Soft bioelectronics embedded with self-confined tetrahedral DNA circuit for high-fidelity chronic wound monitoring.

Monitoring wound protein biomarkers, especially inflammation-related proteins, is essential to assess wound progression and guide treatment. However, high-fidelity wound biosensing is challenging because of current biosensors' limitations in detecting low-abundance proteins and their vulnerabilities to mechanical deformation, biofouling, and performance degradation. Here, we introduce a soft bioelectronics embedded with Self-Confined Tetrahedral DNA circuit (SCTD) for wound monitoring. In SCTD, proteins in wound exudate trigger DNA self-circulation amplification confined in the hydrophilic area, decreasing detection limits by an order of magnitude.

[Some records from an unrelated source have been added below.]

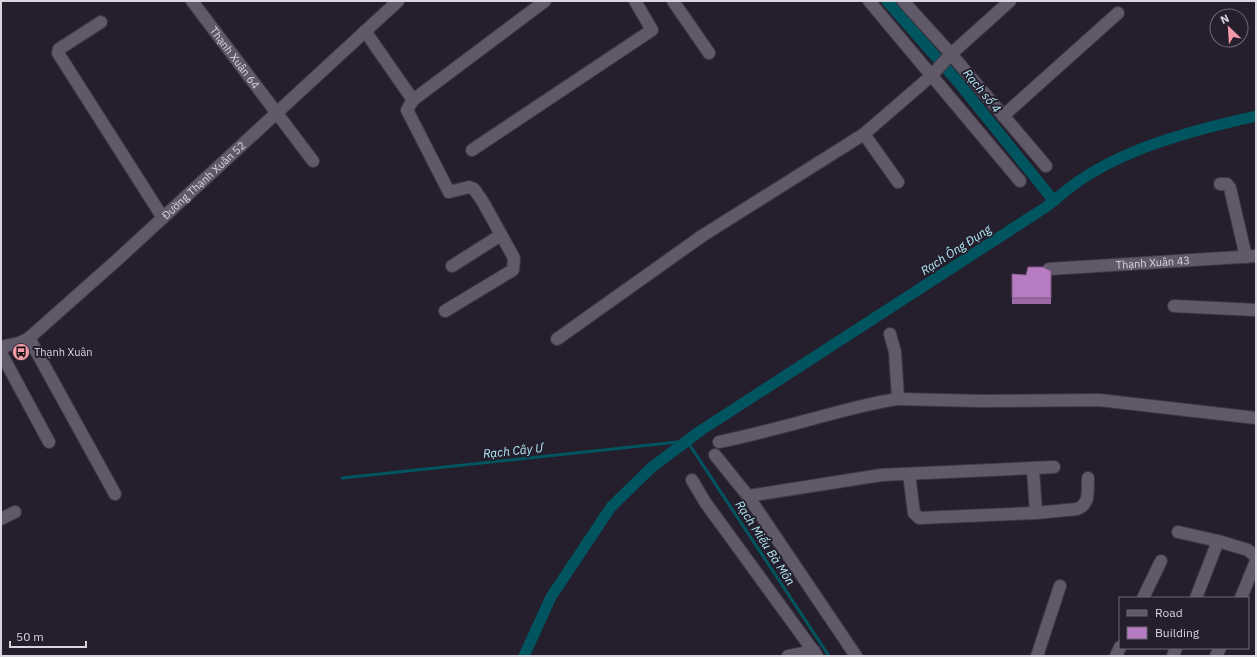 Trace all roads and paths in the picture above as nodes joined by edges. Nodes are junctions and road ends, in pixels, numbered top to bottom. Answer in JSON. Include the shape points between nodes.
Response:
{"nodes":[{"id":1,"x":192,"y":1,"type":"edge"},
{"id":2,"x":398,"y":1,"type":"edge"},
{"id":3,"x":545,"y":1,"type":"edge"},
{"id":4,"x":635,"y":1,"type":"edge"},
{"id":5,"x":673,"y":1,"type":"edge"},
{"id":6,"x":868,"y":1,"type":"edge"},
{"id":7,"x":903,"y":1,"type":"edge"},
{"id":8,"x":1010,"y":1,"type":"edge"},
{"id":9,"x":1118,"y":13,"type":"dead end"},
{"id":10,"x":101,"y":22,"type":"dead end"},
{"id":11,"x":366,"y":31,"type":"junction"},
{"id":12,"x":709,"y":53,"type":"dead end"},
{"id":13,"x":950,"y":54,"type":"junction"},
{"id":14,"x":932,"y":75,"type":"junction"},
{"id":15,"x":413,"y":100,"type":"junction"},
{"id":16,"x":276,"y":114,"type":"junction"},
{"id":17,"x":1003,"y":116,"type":"junction"},
{"id":18,"x":864,"y":134,"type":"junction"},
{"id":19,"x":472,"y":150,"type":"dead end"},
{"id":20,"x":312,"y":161,"type":"dead end"},
{"id":21,"x":1046,"y":166,"type":"dead end"},
{"id":22,"x":1020,"y":181,"type":"dead end"},
{"id":23,"x":898,"y":182,"type":"dead end"},
{"id":24,"x":1220,"y":184,"type":"dead end"},
{"id":25,"x":163,"y":218,"type":"junction"},
{"id":26,"x":501,"y":235,"type":"junction"},
{"id":27,"x":1251,"y":256,"type":"edge"},
{"id":28,"x":452,"y":266,"type":"dead end"},
{"id":29,"x":1049,"y":269,"type":"edge"},
{"id":30,"x":1174,"y":306,"type":"dead end"},
{"id":31,"x":1256,"y":310,"type":"edge"},
{"id":32,"x":445,"y":311,"type":"dead end"},
{"id":33,"x":890,"y":334,"type":"dead end"},
{"id":34,"x":29,"y":338,"type":"junction"},
{"id":35,"x":557,"y":339,"type":"dead end"},
{"id":36,"x":1,"y":347,"type":"edge"},
{"id":37,"x":1,"y":353,"type":"edge"},
{"id":38,"x":898,"y":399,"type":"junction"},
{"id":39,"x":1256,"y":418,"type":"edge"},
{"id":40,"x":48,"y":442,"type":"dead end"},
{"id":41,"x":719,"y":442,"type":"dead end"},
{"id":42,"x":715,"y":455,"type":"dead end"},
{"id":43,"x":1054,"y":467,"type":"dead end"},
{"id":44,"x":1033,"y":469,"type":"junction"},
{"id":45,"x":909,"y":474,"type":"junction"},
{"id":46,"x":1088,"y":478,"type":"dead end"},
{"id":47,"x":692,"y":480,"type":"dead end"},
{"id":48,"x":115,"y":494,"type":"dead end"},
{"id":49,"x":748,"y":496,"type":"junction"},
{"id":50,"x":15,"y":512,"type":"dead end"},
{"id":51,"x":1036,"y":512,"type":"junction"},
{"id":52,"x":1,"y":519,"type":"edge"},
{"id":53,"x":1178,"y":532,"type":"dead end"},
{"id":54,"x":1218,"y":541,"type":"junction"},
{"id":55,"x":1256,"y":557,"type":"edge"},
{"id":56,"x":1161,"y":561,"type":"dead end"},
{"id":57,"x":1256,"y":561,"type":"edge"},
{"id":58,"x":1060,"y":586,"type":"dead end"},
{"id":59,"x":1143,"y":597,"type":"edge"},
{"id":60,"x":1196,"y":597,"type":"edge"},
{"id":61,"x":1241,"y":597,"type":"edge"},
{"id":62,"x":816,"y":654,"type":"edge"},
{"id":63,"x":788,"y":656,"type":"edge"},
{"id":64,"x":856,"y":656,"type":"edge"},
{"id":65,"x":1037,"y":656,"type":"edge"}],
"edges":[{"from":1,"to":16,"type":"street","name":"Thạnh Xuân 64"},
{"from":2,"to":11,"type":"street","name":"Đường Thạnh Xuân 52"},
{"from":3,"to":15,"type":"street"},
{"from":4,"to":19,"type":"street","via":[[652,30]]},
{"from":5,"to":12,"type":"street"},
{"from":6,"to":14,"type":"street"},
{"from":7,"to":13,"type":"street"},
{"from":8,"to":13,"type":"street"},
{"from":9,"to":17,"type":"street"},
{"from":10,"to":25,"type":"street","via":[[58,50],[58,53]]},
{"from":11,"to":15,"type":"street"},
{"from":11,"to":16,"type":"street","name":"Đường Thạnh Xuân 52"},
{"from":13,"to":14,"type":"street"},
{"from":13,"to":17,"type":"street"},
{"from":14,"to":18,"type":"street"},
{"from":14,"to":22,"type":"street"},
{"from":15,"to":26,"type":"street","via":[[407,110],[449,192],[469,187],[474,189],[484,202]]},
{"from":16,"to":20,"type":"street","name":"Thạnh Xuân 64"},
{"from":16,"to":25,"type":"street","name":"Đường Thạnh Xuân 52"},
{"from":17,"to":21,"type":"street"},
{"from":18,"to":23,"type":"street"},
{"from":18,"to":35,"type":"street","via":[[702,236]]},
{"from":24,"to":27,"type":"street","via":[[1227,184],[1230,188]]},
{"from":25,"to":34,"type":"street","name":"Đường Thạnh Xuân 52"},
{"from":26,"to":28,"type":"street"},
{"from":26,"to":32,"type":"street","via":[[514,258],[513,270]]},
{"from":27,"to":29,"type":"street","name":"Thạnh Xuân 43"},
{"from":30,"to":31,"type":"street"},
{"from":33,"to":38,"type":"street","via":[[895,352]]},
{"from":34,"to":36,"type":"street","name":"Đường Thạnh Xuân 52"},
{"from":34,"to":48,"type":"street"},
{"from":37,"to":40,"type":"street"},
{"from":38,"to":39,"type":"street","via":[[1099,400]]},
{"from":38,"to":41,"type":"street","via":[[885,400]]},
{"from":42,"to":49,"type":"street"},
{"from":43,"to":44,"type":"street"},
{"from":44,"to":45,"type":"street"},
{"from":44,"to":51,"type":"street"},
{"from":45,"to":49,"type":"street","via":[[881,475]]},
{"from":45,"to":51,"type":"street","via":[[914,514],[919,518]]},
{"from":46,"to":51,"type":"street","via":[[1087,502],[1082,506],[1077,509]]},
{"from":47,"to":62,"type":"street","via":[[705,502]]},
{"from":49,"to":64,"type":"street"},
{"from":50,"to":52,"type":"street"},
{"from":53,"to":54,"type":"street"},
{"from":54,"to":55,"type":"street","via":[[1248,550]]},
{"from":54,"to":60,"type":"street"},
{"from":56,"to":59,"type":"street"},
{"from":57,"to":61,"type":"street"},
{"from":58,"to":65,"type":"street"},
{"from":62,"to":63,"type":"street"}]}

The tetrahedral DNA structure ensures excellent mechanical stability (within 3% variation after 1000 bending cycles), prolonged stability (within 8% signal attenuation over 4 weeks), and reduced biofouling (over 50% BSA adhesion reduction). Coupled with wireless readout, this platform simultaneously monitors multiple wound healing-related proteins (TNF-α, IL-6, TGF-β1, and VEGF) and biophysical parameters. The wireless platform demonstrates accurate in-situ monitoring of both non-infected and infected wounds on diabetic male mice without hindering the healing process, offering quantitative and comprehensive evaluation to guide treatment.